Updated: Sep 6, 2021
A team of Israeli scientists at Technion-Israel of Technology wanted to know why COVID-19 hit the elderly population so hard, and it turns out that little cells developed in childhood may hold the answer.
According to their study, recently published in the peer-reviewed online medical journal Blood, the answer lies with the "B cells." B lymphocytes are cells produced in the bone marrow, which then produce antibodies to fight off pathogens such as viruses and other diseases.
"When you are young, you have young cells, and young cells have a very diverse ability to recognize anything (pathogenic) that comes into your body," said Professor Doron Melamed at Technion. Melamed and doctoral student Reem Dowery led the team looking into why the elderly were more susceptible to severe cases of COVID and why vaccines seemed to wane and not be as effective in the older population.
When an invading germ is detected, B cells are called up for "active duty" from the bone marrow. Once the job is done, they don't just disappear, however. Instead, they go into a "reservist status" or turn into "memory" B cells and wait in the bone marrow until they are needed again. Once the immune system learns how to fight a disease, future responses are so swift that a person might not even know he has been exposed to the pathogen.
Fending off new illnesses gets tricky for the elderly because the body is designed to keep things in balance or in a state of homeostasis. And while B cells in the blood system (the ones that actively fend off invaders) are short-lived, the "memory" B cells are long-lived. So, the longer you live, the more bugs you fight off and the more "memory" B cells you have in storage.
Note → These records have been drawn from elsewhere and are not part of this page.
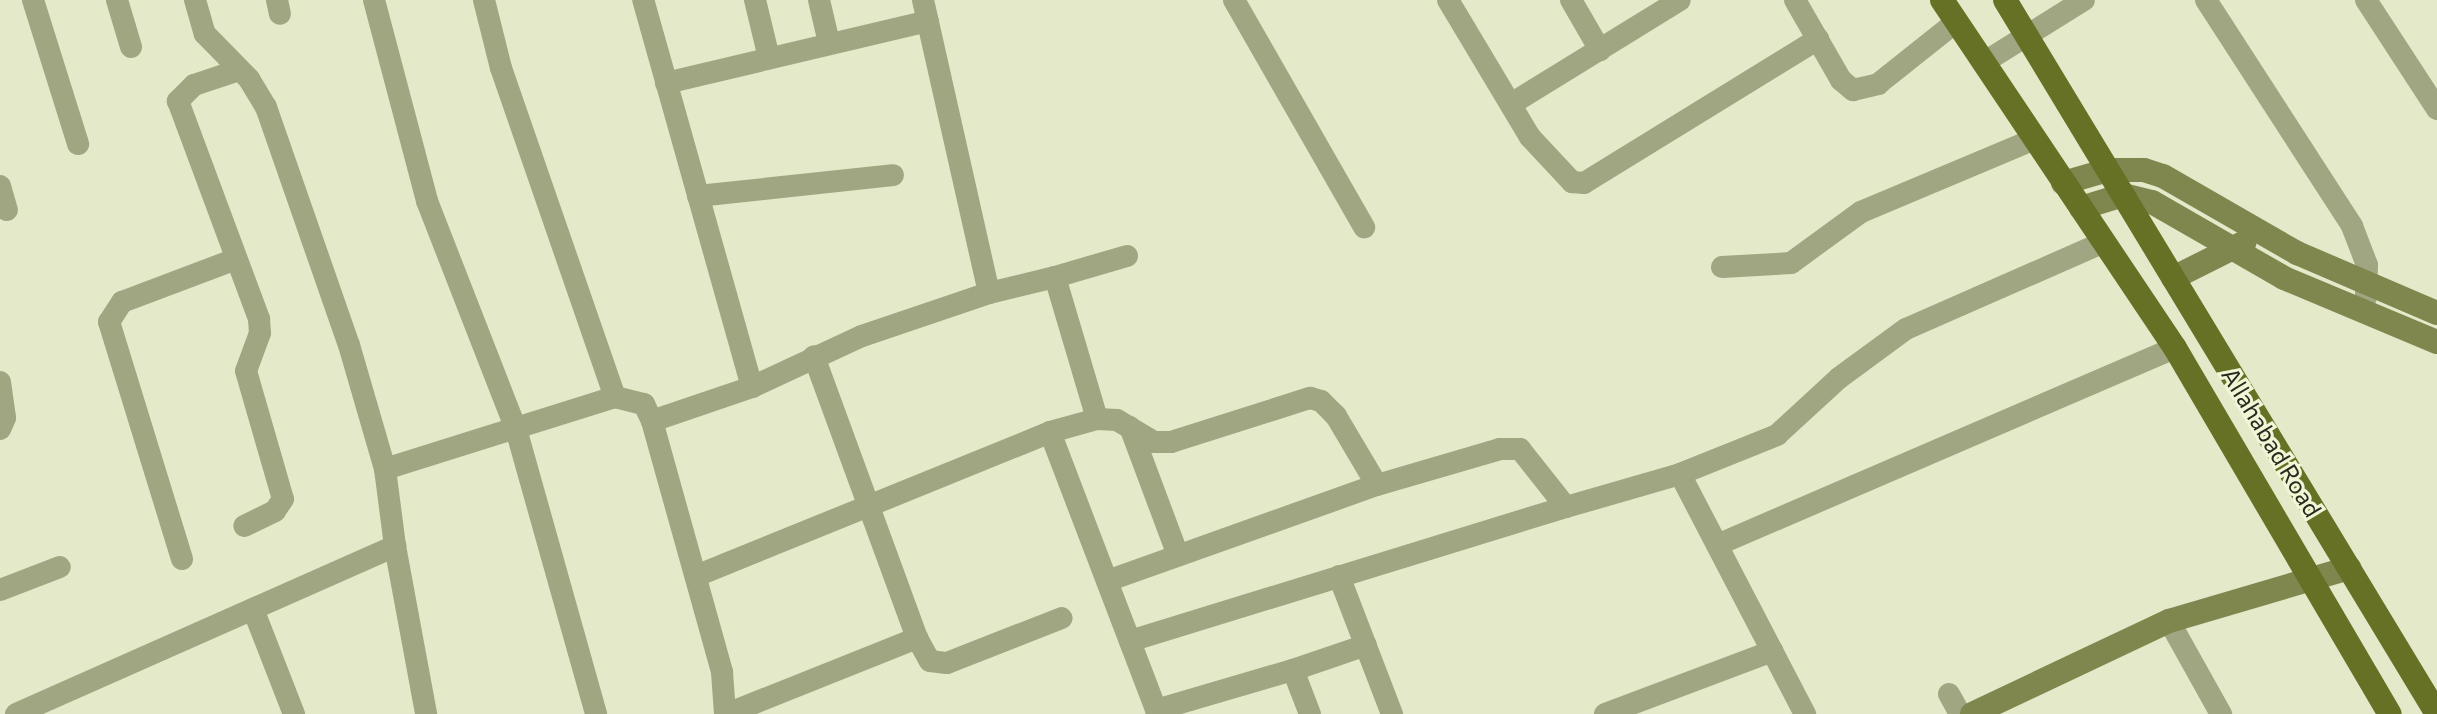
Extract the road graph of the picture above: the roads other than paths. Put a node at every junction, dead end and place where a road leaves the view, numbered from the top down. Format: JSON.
{"nodes":[{"id":1,"x":33,"y":0,"type":"edge"},
{"id":2,"x":117,"y":0,"type":"edge"},
{"id":3,"x":195,"y":0,"type":"edge"},
{"id":4,"x":374,"y":0,"type":"edge"},
{"id":5,"x":484,"y":0,"type":"edge"},
{"id":6,"x":643,"y":0,"type":"edge"},
{"id":7,"x":755,"y":0,"type":"edge"},
{"id":8,"x":819,"y":0,"type":"edge"},
{"id":9,"x":1234,"y":0,"type":"edge"},
{"id":10,"x":1448,"y":0,"type":"edge"},
{"id":11,"x":1571,"y":0,"type":"edge"},
{"id":12,"x":1680,"y":0,"type":"edge"},
{"id":13,"x":1795,"y":0,"type":"edge"},
{"id":14,"x":1942,"y":0,"type":"edge"},
{"id":15,"x":2005,"y":0,"type":"edge"},
{"id":16,"x":2084,"y":0,"type":"edge"},
{"id":17,"x":2206,"y":0,"type":"edge"},
{"id":18,"x":2366,"y":0,"type":"edge"},
{"id":19,"x":926,"y":11,"type":"edge"},
{"id":20,"x":1956,"y":22,"type":"junction"},
{"id":21,"x":2027,"y":36,"type":"junction"},
{"id":22,"x":1818,"y":39,"type":"junction"},
{"id":23,"x":829,"y":43,"type":"junction"},
{"id":24,"x":131,"y":47,"type":"dead end"},
{"id":25,"x":1600,"y":50,"type":"junction"},
{"id":26,"x":769,"y":58,"type":"junction"},
{"id":27,"x":1983,"y":63,"type":"junction"},
{"id":28,"x":239,"y":70,"type":"junction"},
{"id":29,"x":666,"y":83,"type":"junction"},
{"id":30,"x":1511,"y":104,"type":"junction"},
{"id":31,"x":2437,"y":109,"type":"edge"},
{"id":32,"x":2032,"y":140,"type":"junction"},
{"id":33,"x":78,"y":144,"type":"dead end"},
{"id":34,"x":2108,"y":170,"type":"junction"},
{"id":35,"x":893,"y":175,"type":"dead end"},
{"id":36,"x":2063,"y":183,"type":"junction"},
{"id":37,"x":0,"y":186,"type":"edge"},
{"id":38,"x":2123,"y":195,"type":"junction"},
{"id":39,"x":698,"y":196,"type":"junction"},
{"id":40,"x":2081,"y":208,"type":"junction"},
{"id":41,"x":7,"y":210,"type":"dead end"},
{"id":42,"x":1364,"y":227,"type":"dead end"},
{"id":43,"x":2258,"y":232,"type":"junction"},
{"id":44,"x":2104,"y":242,"type":"junction"},
{"id":45,"x":2236,"y":249,"type":"junction"},
{"id":46,"x":1127,"y":256,"type":"dead end"},
{"id":47,"x":236,"y":259,"type":"junction"},
{"id":48,"x":1722,"y":267,"type":"dead end"},
{"id":49,"x":1055,"y":277,"type":"junction"},
{"id":50,"x":2173,"y":278,"type":"junction"},
{"id":51,"x":2368,"y":287,"type":"junction"},
{"id":52,"x":989,"y":293,"type":"junction"},
{"id":53,"x":2437,"y":313,"type":"edge"},
{"id":54,"x":2363,"y":315,"type":"junction"},
{"id":55,"x":2437,"y":342,"type":"edge"},
{"id":56,"x":2175,"y":348,"type":"junction"},
{"id":57,"x":814,"y":356,"type":"junction"},
{"id":58,"x":0,"y":382,"type":"edge"},
{"id":59,"x":752,"y":387,"type":"junction"},
{"id":60,"x":615,"y":397,"type":"junction"},
{"id":61,"x":1097,"y":419,"type":"junction"},
{"id":62,"x":652,"y":421,"type":"junction"},
{"id":63,"x":1130,"y":427,"type":"junction"},
{"id":64,"x":0,"y":429,"type":"edge"},
{"id":65,"x":516,"y":429,"type":"junction"},
{"id":66,"x":1050,"y":432,"type":"junction"},
{"id":67,"x":385,"y":469,"type":"junction"},
{"id":68,"x":1680,"y":474,"type":"junction"},
{"id":69,"x":1377,"y":485,"type":"junction"},
{"id":70,"x":865,"y":505,"type":"junction"},
{"id":71,"x":1566,"y":507,"type":"junction"},
{"id":72,"x":244,"y":526,"type":"dead end"},
{"id":73,"x":1717,"y":545,"type":"junction"},
{"id":74,"x":395,"y":546,"type":"junction"},
{"id":75,"x":1177,"y":553,"type":"junction"},
{"id":76,"x":182,"y":559,"type":"dead end"},
{"id":77,"x":60,"y":567,"type":"dead end"},
{"id":78,"x":2349,"y":568,"type":"junction"},
{"id":79,"x":696,"y":576,"type":"junction"},
{"id":80,"x":1339,"y":576,"type":"junction"},
{"id":81,"x":2307,"y":578,"type":"junction"},
{"id":82,"x":1107,"y":581,"type":"junction"},
{"id":83,"x":0,"y":590,"type":"edge"},
{"id":84,"x":253,"y":609,"type":"junction"},
{"id":85,"x":1062,"y":618,"type":"dead end"},
{"id":86,"x":2169,"y":621,"type":"junction"},
{"id":87,"x":917,"y":638,"type":"junction"},
{"id":88,"x":1130,"y":641,"type":"junction"},
{"id":89,"x":1366,"y":645,"type":"junction"},
{"id":90,"x":1773,"y":651,"type":"junction"},
{"id":91,"x":1293,"y":670,"type":"junction"},
{"id":92,"x":1949,"y":694,"type":"dead end"},
{"id":93,"x":59,"y":705,"type":"edge"},
{"id":94,"x":1209,"y":705,"type":"edge"},
{"id":95,"x":1157,"y":712,"type":"edge"},
{"id":96,"x":16,"y":714,"type":"edge"},
{"id":97,"x":294,"y":714,"type":"edge"},
{"id":98,"x":426,"y":714,"type":"edge"},
{"id":99,"x":596,"y":714,"type":"edge"},
{"id":100,"x":726,"y":714,"type":"edge"},
{"id":101,"x":1310,"y":714,"type":"edge"},
{"id":102,"x":1392,"y":714,"type":"edge"},
{"id":103,"x":1605,"y":714,"type":"edge"},
{"id":104,"x":1805,"y":714,"type":"edge"},
{"id":105,"x":1960,"y":714,"type":"edge"},
{"id":106,"x":1972,"y":714,"type":"edge"},
{"id":107,"x":2221,"y":714,"type":"edge"},
{"id":108,"x":2390,"y":714,"type":"edge"},
{"id":109,"x":2437,"y":714,"type":"edge"}],
"edges":[{"from":1,"to":33,"type":"street"},
{"from":2,"to":24,"type":"street"},
{"from":3,"to":28,"type":"street"},
{"from":4,"to":65,"type":"street"},
{"from":5,"to":60,"type":"street"},
{"from":6,"to":29,"type":"street"},
{"from":7,"to":26,"type":"street"},
{"from":8,"to":23,"type":"street"},
{"from":9,"to":42,"type":"street"},
{"from":10,"to":30,"type":"street"},
{"from":11,"to":25,"type":"street"},
{"from":12,"to":25,"type":"street"},
{"from":13,"to":22,"type":"street"},
{"from":14,"to":20,"type":"main road"},
{"from":15,"to":21,"type":"main road","name":"Allahabad Road"},
{"from":16,"to":21,"type":"street"},
{"from":17,"to":51,"type":"street"},
{"from":18,"to":31,"type":"street"},
{"from":19,"to":23,"type":"street"},
{"from":19,"to":52,"type":"street"},
{"from":20,"to":22,"type":"street"},
{"from":20,"to":27,"type":"main road"},
{"from":21,"to":27,"type":"street"},
{"from":21,"to":34,"type":"main road","name":"Allahabad Road"},
{"from":22,"to":30,"type":"street"},
{"from":23,"to":26,"type":"street"},
{"from":25,"to":30,"type":"street"},
{"from":26,"to":29,"type":"street"},
{"from":27,"to":32,"type":"main road"},
{"from":28,"to":47,"type":"street"},
{"from":28,"to":67,"type":"street"},
{"from":29,"to":39,"type":"street"},
{"from":32,"to":36,"type":"main road"},
{"from":32,"to":48,"type":"street"},
{"from":34,"to":36,"type":"main road"},
{"from":34,"to":38,"type":"main road","name":"Allahabad Road"},
{"from":34,"to":43,"type":"main road"},
{"from":35,"to":39,"type":"street"},
{"from":36,"to":40,"type":"main road"},
{"from":37,"to":41,"type":"street"},
{"from":38,"to":40,"type":"main road"},
{"from":38,"to":45,"type":"main road"},
{"from":38,"to":50,"type":"main road","name":"Allahabad Road"},
{"from":39,"to":59,"type":"street"},
{"from":40,"to":44,"type":"main road"},
{"from":43,"to":45,"type":"main road"},
{"from":43,"to":51,"type":"main road"},
{"from":44,"to":56,"type":"main road"},
{"from":44,"to":68,"type":"street"},
{"from":45,"to":50,"type":"main road"},
{"from":45,"to":54,"type":"main road"},
{"from":46,"to":49,"type":"street"},
{"from":47,"to":72,"type":"street"},
{"from":47,"to":76,"type":"street"},
{"from":49,"to":52,"type":"street"},
{"from":49,"to":61,"type":"street"},
{"from":50,"to":78,"type":"main road","name":"Allahabad Road"},
{"from":51,"to":53,"type":"main road"},
{"from":51,"to":54,"type":"street"},
{"from":52,"to":57,"type":"street"},
{"from":54,"to":55,"type":"main road"},
{"from":56,"to":73,"type":"street"},
{"from":56,"to":81,"type":"main road"},
{"from":57,"to":59,"type":"street"},
{"from":57,"to":70,"type":"street"},
{"from":58,"to":64,"type":"street"},
{"from":59,"to":62,"type":"street"},
{"from":60,"to":62,"type":"street"},
{"from":60,"to":65,"type":"street"},
{"from":61,"to":63,"type":"street"},
{"from":61,"to":66,"type":"street"},
{"from":62,"to":79,"type":"street"},
{"from":63,"to":69,"type":"street"},
{"from":63,"to":75,"type":"street"},
{"from":65,"to":67,"type":"street"},
{"from":65,"to":99,"type":"street"},
{"from":66,"to":70,"type":"street"},
{"from":66,"to":82,"type":"street"},
{"from":67,"to":74,"type":"street"},
{"from":68,"to":71,"type":"street"},
{"from":68,"to":73,"type":"street"},
{"from":69,"to":71,"type":"street"},
{"from":69,"to":75,"type":"street"},
{"from":70,"to":79,"type":"street"},
{"from":70,"to":87,"type":"street"},
{"from":71,"to":80,"type":"street"},
{"from":73,"to":90,"type":"street"},
{"from":74,"to":84,"type":"street"},
{"from":74,"to":98,"type":"street"},
{"from":75,"to":82,"type":"street"},
{"from":77,"to":83,"type":"street"},
{"from":78,"to":81,"type":"main road"},
{"from":78,"to":109,"type":"main road","name":"Allahabad Road"},
{"from":79,"to":100,"type":"street"},
{"from":80,"to":88,"type":"street"},
{"from":80,"to":89,"type":"street"},
{"from":81,"to":86,"type":"main road"},
{"from":81,"to":108,"type":"main road"},
{"from":82,"to":88,"type":"street"},
{"from":84,"to":93,"type":"street"},
{"from":84,"to":97,"type":"street"},
{"from":85,"to":87,"type":"street"},
{"from":86,"to":106,"type":"main road"},
{"from":86,"to":107,"type":"street"},
{"from":87,"to":100,"type":"street"},
{"from":88,"to":95,"type":"street"},
{"from":89,"to":91,"type":"street"},
{"from":89,"to":102,"type":"street"},
{"from":90,"to":103,"type":"street"},
{"from":90,"to":104,"type":"street"},
{"from":91,"to":94,"type":"street"},
{"from":91,"to":101,"type":"street"},
{"from":92,"to":105,"type":"street"},
{"from":93,"to":96,"type":"street"},
{"from":94,"to":95,"type":"street"}]}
Unfortunately, this means there is less room in the bloodstream for new or young B cells that would be ready to tackle a new foe such as coronavirus.
Melamed and his research team started looking for a way to clear out some of the "storage" B cells and thus make room for new B cells again.
"We found specific hormonal signals produced by the old B cells, the "memory" cells, that inhibit the bone marrow from producing new B cells. This is a huge discovery. It is like finding a needle in a haystack," Melamed said.
The team hopes to find specific drugs or other treatments that can cause this immune system rejuvenation. Meanwhile, Melamed recommends frequent booster vaccines for the elderly and possibly giving them inoculations from different manufacturers.